Q & A with Lisa McCormick

This interview was originally published May 18 of 2022

Lisa, along with her husband and three kids, is a long time Imago attendee. She is a member of the Genesis Team and the newest member of the Leadership Team.

When/where do you feel God’s presence?

I haven’t felt God’s presence very much lately.

When I was a kid, my parents took my siblings and me to Disney World many times. We always drove from Chicago. Once we stayed at a Disney resort property, but usually my parents reserved a discount hotel nearby. To save money, we brought Subway sandwiches and our own drinks into the parks. My dad would carry a Playmate cooler around with him at the parks asking us if we were thirsty. He was probably hoping we’d finish the drinks so it wouldn’t be so heavy. It was always fun. Some of the best memories I have from my childhood are traveling places with my family.

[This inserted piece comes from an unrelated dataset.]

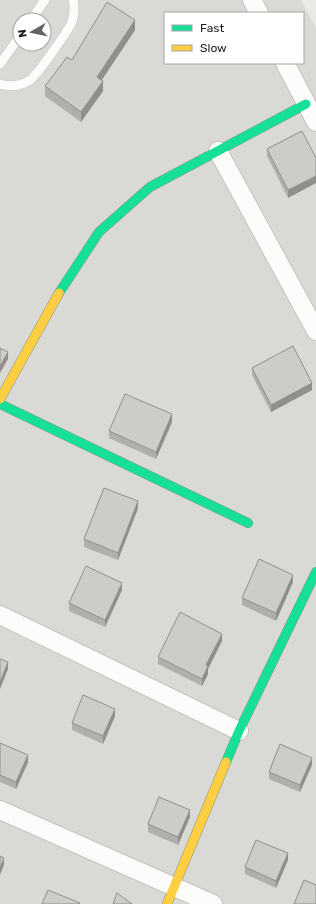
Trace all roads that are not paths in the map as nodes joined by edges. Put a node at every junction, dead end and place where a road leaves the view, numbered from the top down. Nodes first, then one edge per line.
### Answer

My husband and kids and I went to Disney World for the first time as a family at the end of January this year. I loved it. I loved planning it. I loved traveling there. I loved navigating the parks, choosing what to see next. I loved using the Disney app. I loved our meals. I LOVED EVERY SECOND OF THIS TRIP.

I cried on this trip.

It was our third day at the Disney parks, and we were at Magic Kingdom. We had just finished eating a dinner everyone liked, and we were finding a good place to watch the fireworks show they have each night before the park closes. We found a good spot on Main Street, and the show began. There was a voice that came over the sound system welcoming us to a magical place where dreams come true. And then I just lost it. Tears were flowing, and I couldn’t stop them. I remember thinking, “Why am I crying? Am I sad? Am I happy?”

Grief hits us at the oddest moments.

I lost my dad last July to prostate cancer. We knew two years before he passed that the cancer had spread to his bones, and he wasn’t going to live a lot longer, but knowing doesn’t really make it any better. When a person dies slowly it feels like you’re drinking little sips of poison every day - not enough to kill you but just enough to make you sick. I actually developed a weird skin condition where I would randomly get hives on my hands and arms. They disappeared after my dad passed.

Being at the happiest place on earth, watching the fireworks, remembering what it was like so many years ago when I was a child, wishing so much that my dad could have been there to see the smiles on my kids’ faces - I think the feelings of joy and sadness became so overwhelming they just spilled out of my eyes. 

And in that moment, I felt God’s presence.